NFT royalties allow creators to earn a percentage (typically 5–10%) every time their NFT is resold on the secondary market. The concept was central to the NFT bull market of 2021–2022 — artists could earn ongoing income from appreciating work, not just the initial sale.
The reality in 2026 is more complicated.
How Royalties Were Originally Designed
Early NFT marketplaces (OpenSea, Magic Eden) enforced royalties at the application layer: they agreed to collect and pay royalty percentages as part of their platform rules.
This wasn't on-chain enforcement — it was a voluntary agreement by marketplaces. When new marketplaces launched with 0% royalties to attract traders, the system started breaking down.
The Royalty Wars (2022–2023)
Blur launched on Ethereum in 2022 with optional royalties and immediately captured significant NFT volume by attracting traders who wanted to keep the royalty cut.
Magic Eden followed on Solana, moving to optional royalties in late 2022 under competitive pressure.
Result: royalty payments dropped dramatically across both chains. Creators saw their ongoing income stream largely disappear for collections without on-chain enforcement.
On-Chain Royalty Enforcement in 2026
Solana: Metaplex Programmable NFTs (pNFTs)
Metaplex introduced pNFTs — programmable NFTs that enforce royalties at the protocol level through transfer restrictions. pNFTs can only be transferred via authorized marketplaces that agree to pay royalties. Unauthorized transfers are blocked by the smart contract.
Adoption has been mixed. Some major collections migrated to pNFT. Others remain as standard NFTs with optional royalties.
Ethereum: EIP-2981 and Operator Filter
EIP-2981 added a royalty standard to Ethereum NFTs. OpenSea's Operator Filter blocked marketplaces that didn't pay royalties from transferring filtered collections.
In 2024, OpenSea removed the Operator Filter requirement. On-chain enforcement remains inconsistent on EVM chains.

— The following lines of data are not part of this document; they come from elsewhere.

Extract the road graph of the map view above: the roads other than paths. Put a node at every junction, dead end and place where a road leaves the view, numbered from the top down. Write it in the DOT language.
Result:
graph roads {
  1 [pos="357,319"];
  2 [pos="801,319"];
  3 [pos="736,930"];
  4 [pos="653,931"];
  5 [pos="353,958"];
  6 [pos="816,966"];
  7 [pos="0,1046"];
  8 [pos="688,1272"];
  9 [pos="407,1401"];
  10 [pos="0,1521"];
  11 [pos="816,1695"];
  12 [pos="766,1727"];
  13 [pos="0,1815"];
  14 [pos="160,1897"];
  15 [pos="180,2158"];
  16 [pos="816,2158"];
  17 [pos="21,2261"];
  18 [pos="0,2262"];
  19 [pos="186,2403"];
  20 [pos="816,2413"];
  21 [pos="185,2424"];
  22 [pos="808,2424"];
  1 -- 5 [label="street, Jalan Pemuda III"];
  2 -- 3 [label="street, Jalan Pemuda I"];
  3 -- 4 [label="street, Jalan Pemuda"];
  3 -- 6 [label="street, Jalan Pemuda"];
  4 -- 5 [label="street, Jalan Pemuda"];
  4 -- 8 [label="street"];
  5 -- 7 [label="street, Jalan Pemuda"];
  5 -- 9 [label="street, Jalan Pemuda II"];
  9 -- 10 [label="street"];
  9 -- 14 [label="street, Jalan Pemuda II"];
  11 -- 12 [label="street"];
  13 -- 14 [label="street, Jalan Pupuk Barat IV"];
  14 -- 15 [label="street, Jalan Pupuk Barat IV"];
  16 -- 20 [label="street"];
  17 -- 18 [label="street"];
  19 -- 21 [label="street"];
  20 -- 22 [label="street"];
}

Current state (2026): Collections that launched with pNFT (Solana) or equivalent on-chain enforcement mechanisms do collect consistent royalties. Legacy collections generally don't.
What This Means for Creators
New collections: Build on pNFT (Solana) or use royalty-enforcement standards from the start. Accept that some marketplaces may not list your collection if they don't support the enforcement mechanism.
Existing collections: Migrating standard NFTs to pNFT is possible but complex and requires community buy-in. Most collections haven't migrated.
Revenue expectations: Don't plan a creator business around secondary royalties without on-chain enforcement. Treat royalties as a bonus, not a primary revenue model, unless you're launching with enforcement from day one.
What This Means for Collectors
- Check whether a collection enforces royalties before buying if you care about creator support
- pNFT collections may have slightly higher transfer costs
- Collections with royalty enforcement are generally limited to specific marketplaces (Tensor, Magic Eden for pNFTs)
The Collector/Creator Tension
Royalties create real tension:
- Creators: Ongoing royalties provide income aligned with collection success
- Traders: Royalties are a tax on every flip, reducing profit margins
High-royalty collections (10%+) face resistance from active traders who prefer 0% alternatives. The market has largely settled around 5% or less for collections that successfully enforce royalties.
Checking Royalties Before You Buy
On Solana: Check the collection page on Tensor or Magic Eden — royalty percentage is displayed. Look for "Programmable NFT" badge to confirm on-chain enforcement.
On Ethereum: Check the contract on OpenSea or Etherscan. EIP-2981 royalties are readable on-chain via the royaltyInfo() function.